### REQUIREMENT
While leaving the pictures out, set down only the lines from the one with "thumb cmc: (230, 331)" through the end of the records, exactly as they stand.

=== Section Start ===

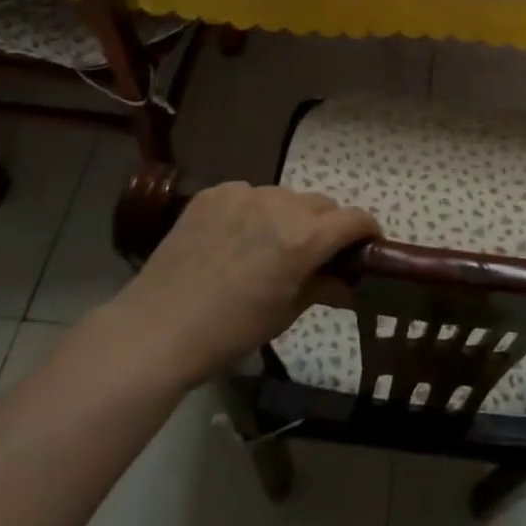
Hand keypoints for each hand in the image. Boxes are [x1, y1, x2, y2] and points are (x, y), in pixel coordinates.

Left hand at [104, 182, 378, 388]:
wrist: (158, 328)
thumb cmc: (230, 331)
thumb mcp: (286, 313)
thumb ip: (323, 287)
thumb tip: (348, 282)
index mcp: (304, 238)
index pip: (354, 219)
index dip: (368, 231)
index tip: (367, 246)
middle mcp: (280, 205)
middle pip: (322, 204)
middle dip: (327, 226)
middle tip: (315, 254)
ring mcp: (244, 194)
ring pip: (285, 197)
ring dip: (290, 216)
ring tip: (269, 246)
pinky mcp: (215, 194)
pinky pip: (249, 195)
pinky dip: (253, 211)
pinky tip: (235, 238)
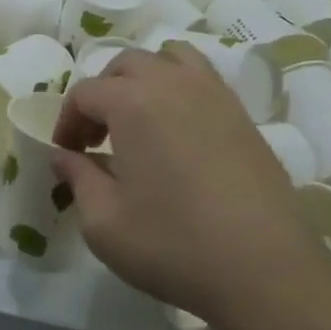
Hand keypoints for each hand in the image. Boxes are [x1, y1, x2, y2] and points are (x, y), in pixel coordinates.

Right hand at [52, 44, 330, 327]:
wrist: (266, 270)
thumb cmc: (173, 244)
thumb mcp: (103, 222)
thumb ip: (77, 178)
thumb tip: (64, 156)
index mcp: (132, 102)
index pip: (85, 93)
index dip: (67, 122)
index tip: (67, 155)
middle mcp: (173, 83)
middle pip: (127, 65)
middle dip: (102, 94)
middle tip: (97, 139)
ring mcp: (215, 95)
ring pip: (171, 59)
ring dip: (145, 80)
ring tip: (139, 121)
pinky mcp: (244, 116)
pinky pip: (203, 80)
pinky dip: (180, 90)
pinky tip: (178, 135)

=== Section End ===

### RESPONSE FOR THIS EXERCISE
thumb cmc: (230, 331)
thumb mcp: (286, 313)
thumb ip: (323, 287)
thumb tip: (348, 282)
index mcp: (304, 238)
index pip: (354, 219)
index dip: (368, 231)
index tip: (367, 246)
middle mcp: (280, 205)
middle pip: (322, 204)
middle dip: (327, 226)
middle tip: (315, 254)
ring mcp: (244, 194)
ring pip: (285, 197)
ring dip: (290, 216)
ring tip: (269, 246)
pinky mcp: (215, 194)
pinky pip: (249, 195)
pinky dip: (253, 211)
pinky tip: (235, 238)
Hand keypoints for each hand in the image. Boxes are [x1, y1, x2, y2] and points are (x, y), in pixel coordinates.

Right hand at [52, 44, 330, 327]:
wrist: (266, 270)
thumb cmc: (173, 244)
thumb mcp: (103, 222)
thumb ip: (77, 178)
thumb tip: (64, 156)
index mcp: (132, 102)
index pip: (85, 93)
index dip: (67, 122)
index tip: (67, 155)
middle mcp: (173, 83)
middle pip: (127, 65)
middle dip: (102, 94)
middle tip: (97, 139)
ring mcp: (215, 95)
ring pip: (171, 59)
ring dip: (145, 80)
ring tip: (139, 121)
pinky mcp: (244, 116)
pinky pip: (203, 80)
pinky dip: (180, 90)
pinky tip: (178, 135)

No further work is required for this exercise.